Philosophy Colloquium
Christian Tarney
University of Maryland, College Park
Passage, Identity, and Prudence

Prior (1959) and others have argued that the widely shared preference for future wellbeing over past wellbeing (the preference that unpleasant experiences be located in one's past, and pleasant experiences in one's future) provides decisive evidence in favor of the A-theory of time (which holds that time objectively passes). The B-theory, which does away with passage, seems challenged to explain why it is rational to care more about one's future than one's past, if one is not 'moving towards' the future and 'away from' the past. I argue, with the passage theorist, that the stock B-theoretic responses to this problem have been unconvincing.
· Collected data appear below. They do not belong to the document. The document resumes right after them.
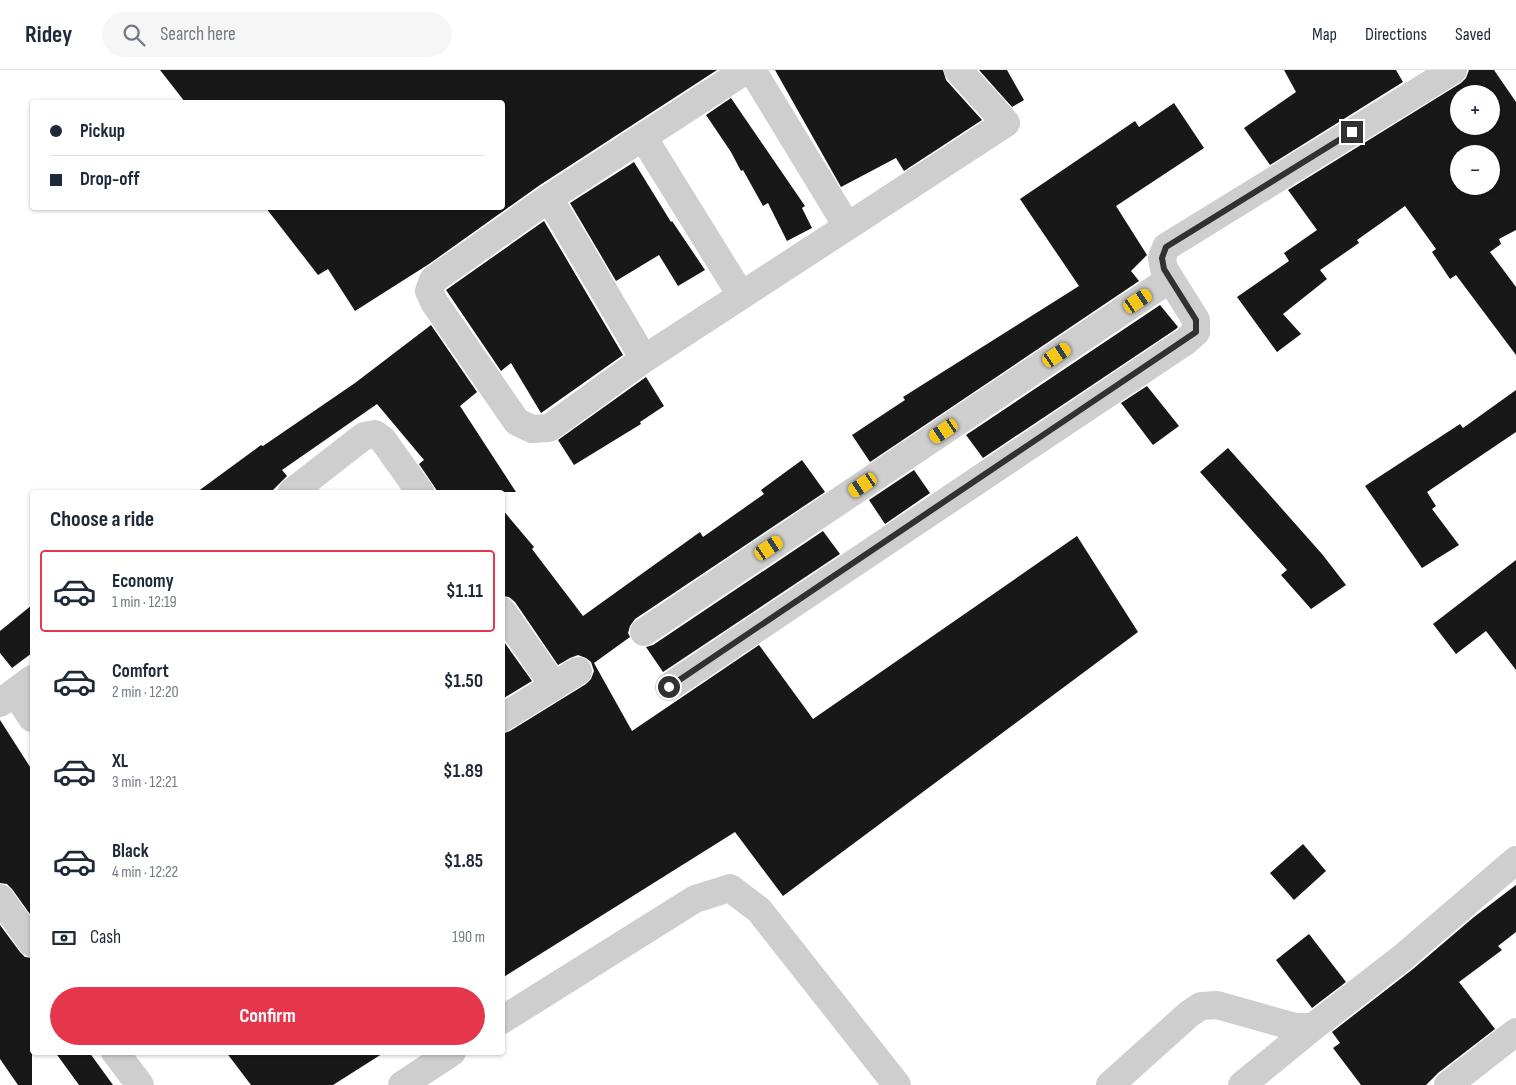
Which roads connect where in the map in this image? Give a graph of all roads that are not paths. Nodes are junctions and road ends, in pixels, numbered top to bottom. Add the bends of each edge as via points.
1 (746, 70) edge
2 (752, 70) edge
3 (958, 70) edge
4 (1453, 70) edge
5 (642, 137) junction
6 (549, 198) junction
7 (847, 226) junction
8 (1170, 279) junction
9 (741, 295) junction
10 (644, 359) junction
11 (295, 490) edge
12 (419, 490) edge
13 (505, 615) edge
14 (644, 632) dead end
15 (578, 671) dead end
16 (554, 686) junction
17 (669, 687) dead end
18 (16, 691) edge
19 (30, 715) edge
20 (505, 716) edge
21 (1516, 860) edge
22 (0, 898) edge
23 (30, 940) edge
24 (505, 1018) edge
25 (1313, 1027) junction
26 (1516, 1032) edge
27 (117, 1055) edge
28 (447, 1055) edge
29 (140, 1085) edge
30 (402, 1085) edge
31 (897, 1085) edge
32 (1110, 1085) edge
33 (1242, 1085) edge
34 (1448, 1085) edge

1 - 5 street
2 - 7 street
3 - 7 street via 1006,123
4 - 8 street via 1166,247 1162,258
5 - 6 street
5 - 9 street
6 - 10 street
6 - 10 street via 433,280 429,292 434,302 517,422 532,429 549,428
7 - 9 street
8 - 14 street
8 - 17 street via 1196,320 1196,332
9 - 10 street
11 - 12 street via 364,436 375,434 383,440
13 - 16 street
15 - 16 street
16 - 20 street
18 - 19 street
21 - 25 street via 1403,958
22 - 23 street
24 - 31 street via 695,899 730,888 758,910
25 - 32 street via 1295,1027 1217,1004 1201,1006
25 - 33 street
26 - 34 street
27 - 29 street
28 - 30 street

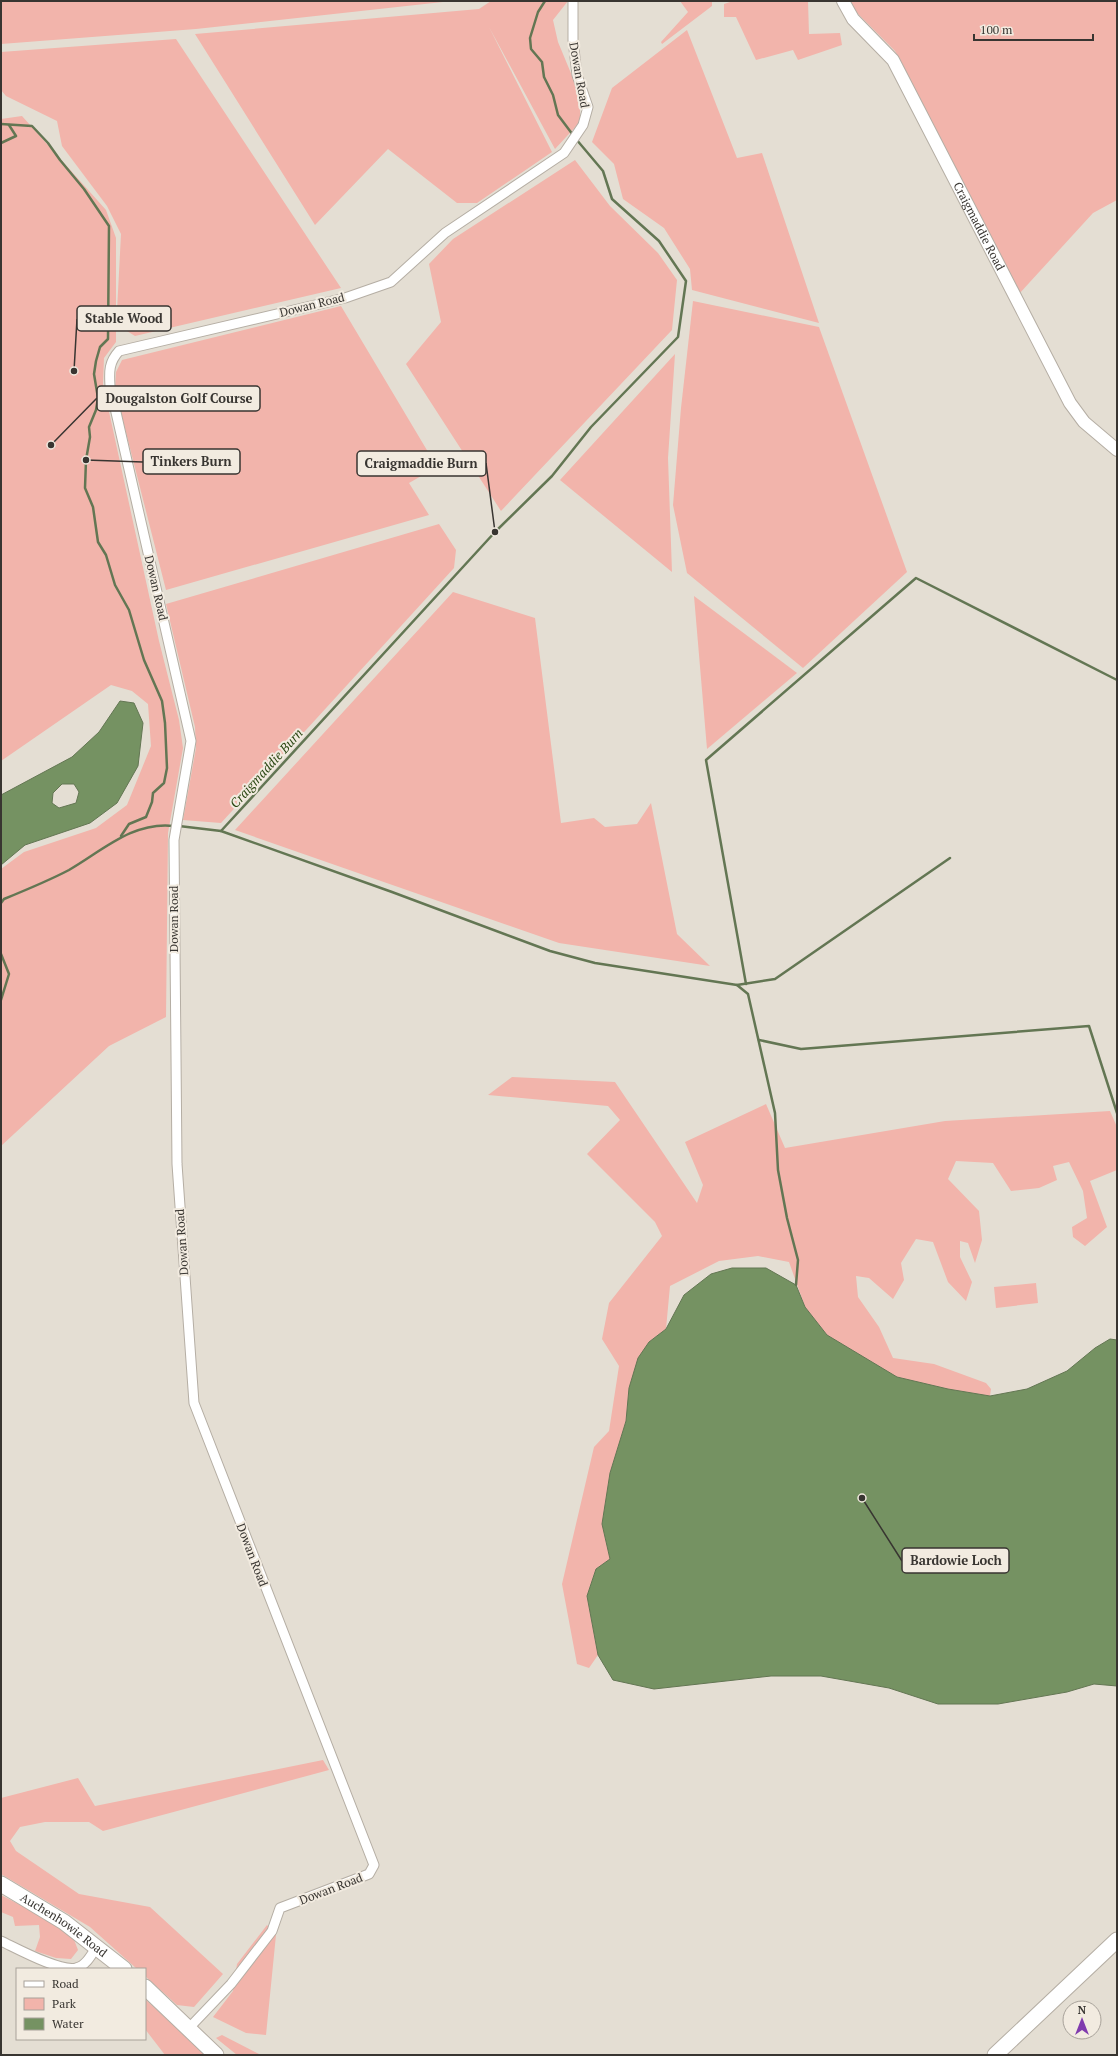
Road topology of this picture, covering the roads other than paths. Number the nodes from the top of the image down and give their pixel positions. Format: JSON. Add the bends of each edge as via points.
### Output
{"nodes":[{"id":1,"x":574,"y":1,"type":"edge"},
{"id":2,"x":843,"y":1,"type":"edge"},
{"id":3,"x":1117,"y":450,"type":"edge"},
{"id":4,"x":1,"y":1884,"type":"edge"},
{"id":5,"x":1117,"y":1940,"type":"edge"},
{"id":6,"x":1,"y":1941,"type":"edge"},
{"id":7,"x":97,"y":1946,"type":"junction"},
{"id":8,"x":62,"y":1968,"type":"edge"},
{"id":9,"x":77,"y":1968,"type":"edge"},
{"id":10,"x":123,"y":1968,"type":"edge"},
{"id":11,"x":146,"y":1988,"type":"edge"},
{"id":12,"x":188,"y":2028,"type":"junction"},
{"id":13,"x":216,"y":2055,"type":"edge"},
{"id":14,"x":995,"y":2055,"type":"edge"}],
"edges":[{"from":1,"to":12,"type":"street","name":"Dowan Road","via":[[573,40],[577,75],[588,108],[583,125],[564,154],[445,233],[391,282],[345,298],[119,351],[111,360],[110,386],[191,741],[174,840],[177,1164],[194,1403],[374,1865],[369,1874],[280,1908],[272,1931],[231,1984]]},
{"from":2,"to":3,"type":"street","name":"Craigmaddie Road","via":[[853,19],[893,60],[1070,403],[1084,422]]},
{"from":4,"to":7,"type":"main road","name":"Auchenhowie Road","via":[[36,1904]]},
{"from":5,"to":14,"type":"main road"},
{"from":6,"to":8,"type":"street"},
{"from":7,"to":9,"type":"street","via":[[87,1960]]},
{"from":7,"to":10,"type":"main road","name":"Auchenhowie Road"},
{"from":11,"to":12,"type":"main road"},
{"from":12,"to":13,"type":"main road"}]}
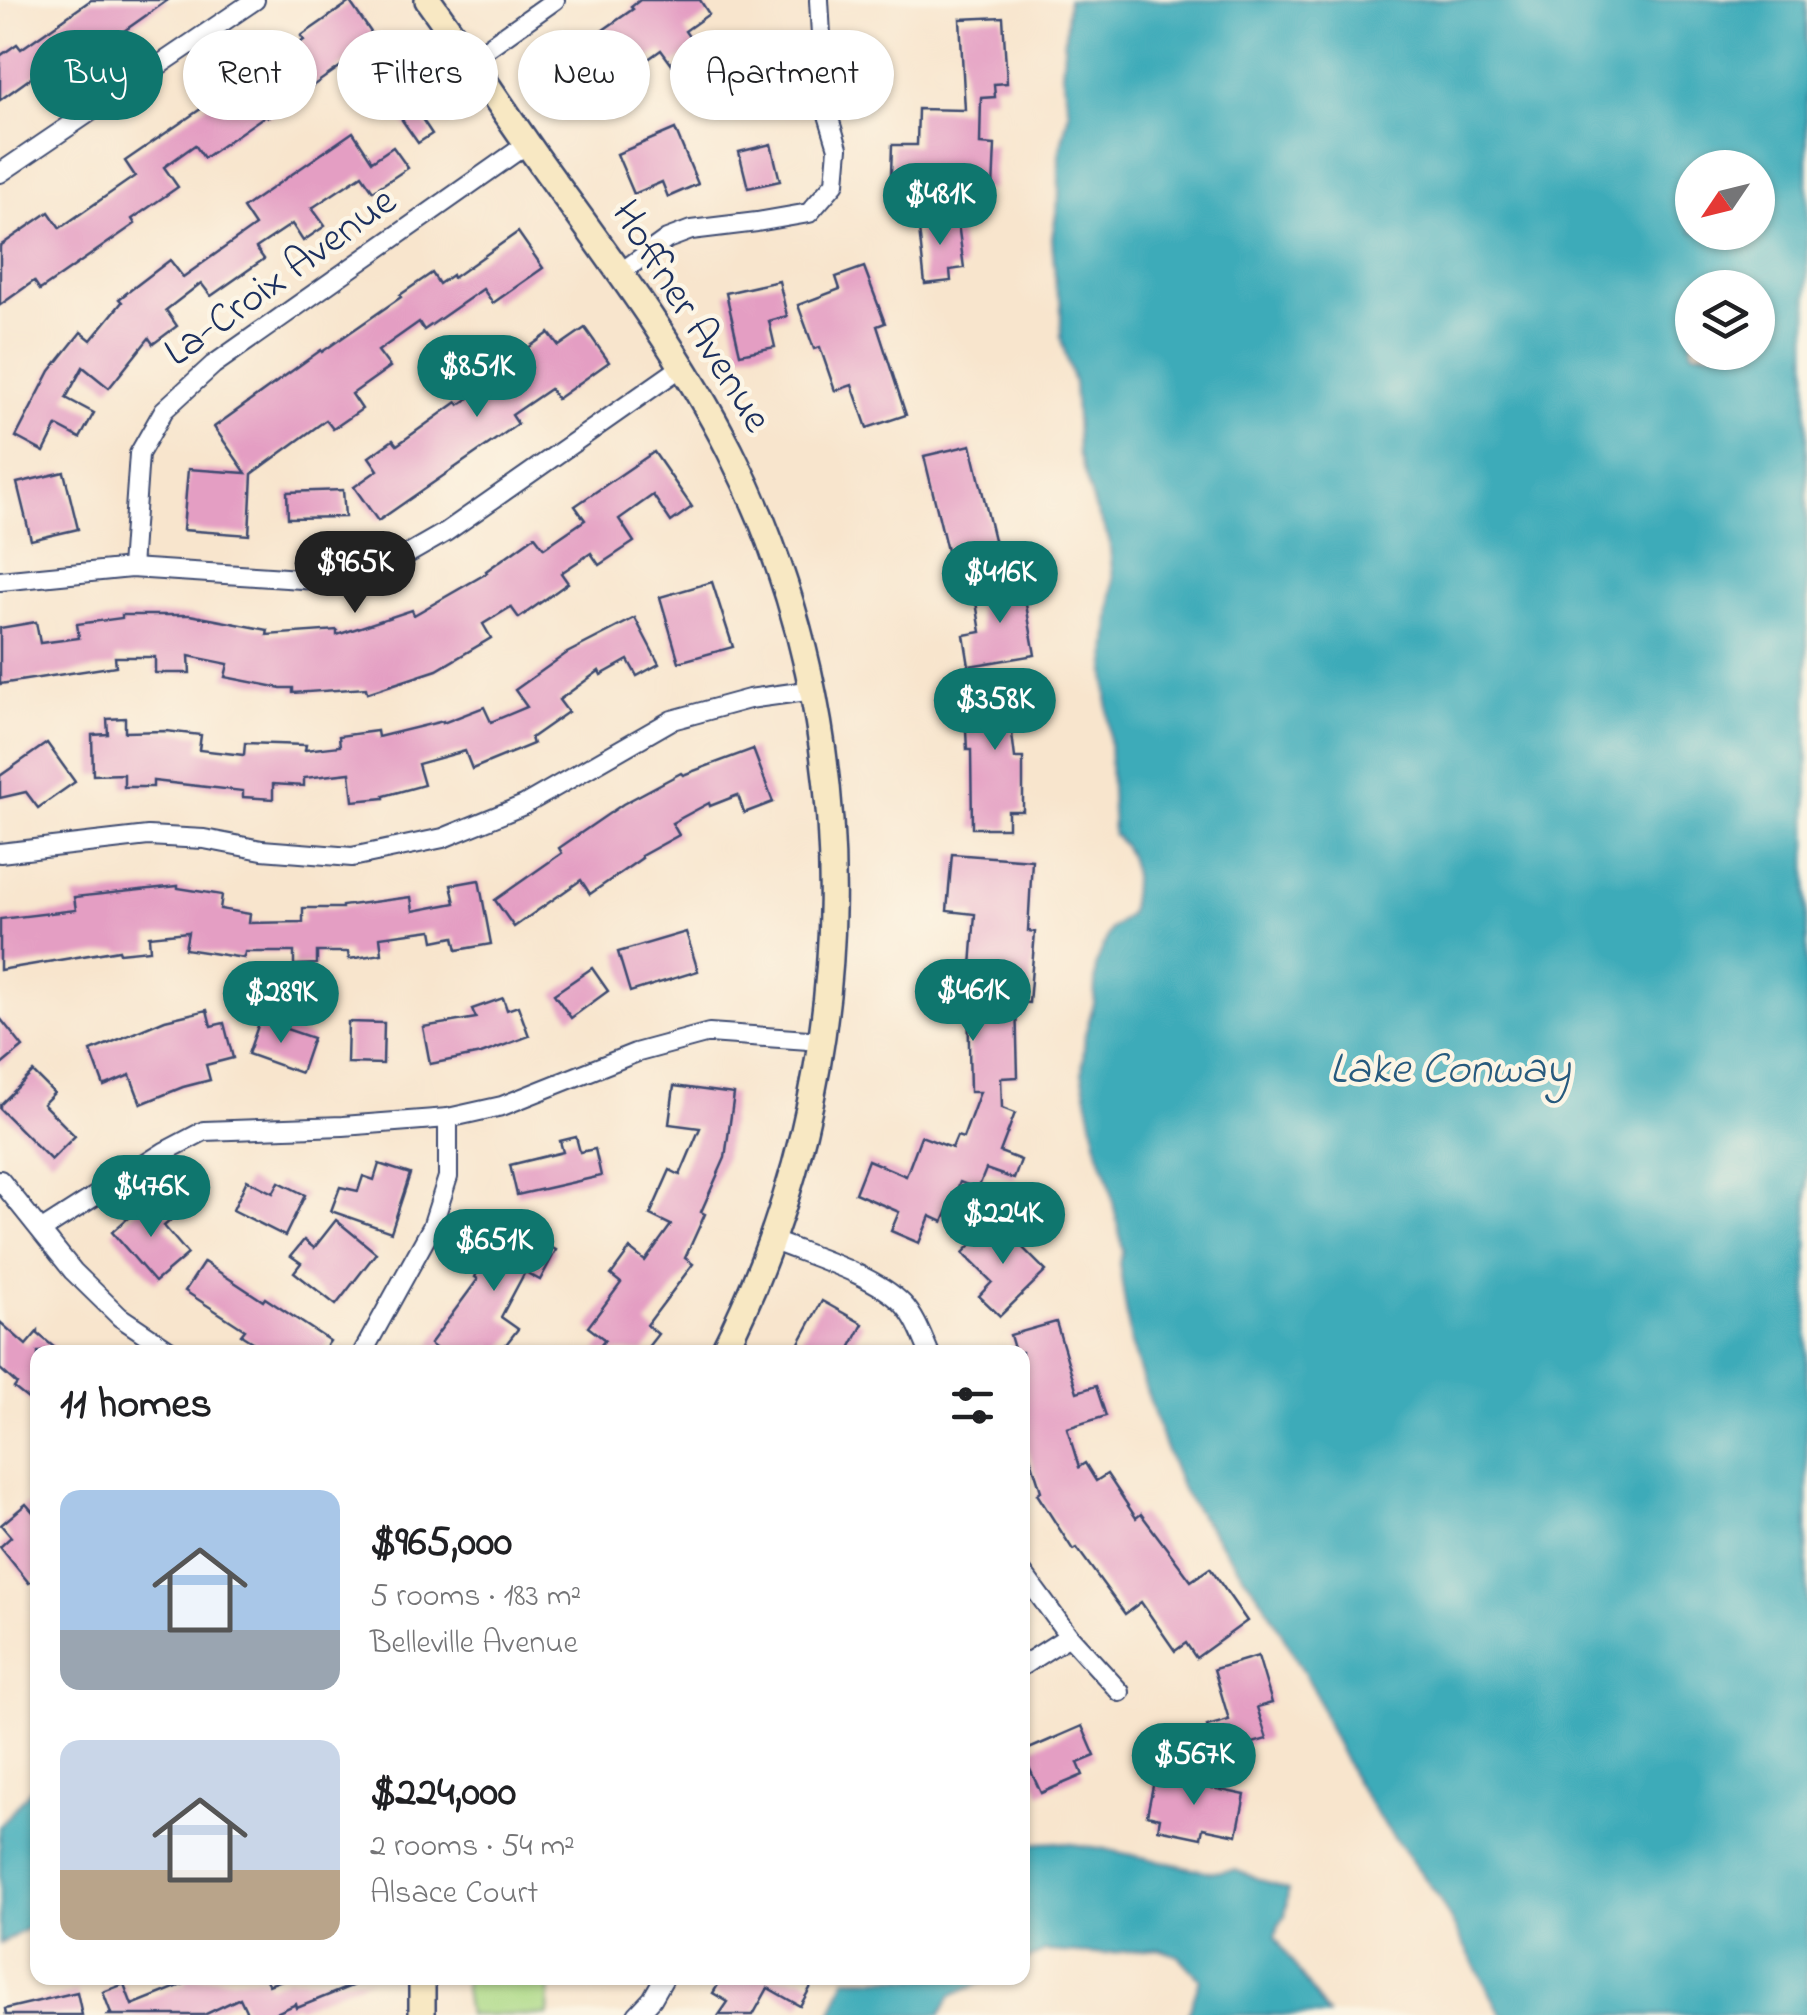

But I then defend two additional claims: first, that the A-theorist's case has in fact been understated, in that the B-theory undermines not just the asymmetric concern for one's future over one's past, but also the belief that one has any genuinely self-interested stake in the wellbeing of one's 'past/future selves' at all; but, second, there is no compelling reason to regard our (albeit enormously strong) A-theoretic intuitions on these questions as veridical, and that the B-theorist can give a plausible deflationary explanation that renders them almost wholly non-evidential. I conclude, therefore, that while the problem of time-asymmetric preferences offers no compelling reason to adopt either theory of time, it does raise the stakes of the debate by showing that the B-theory, if correct, would demand a fundamental reordering of ordinary intuitions regarding the nature of our mental lives and the foundations of prudential rationality.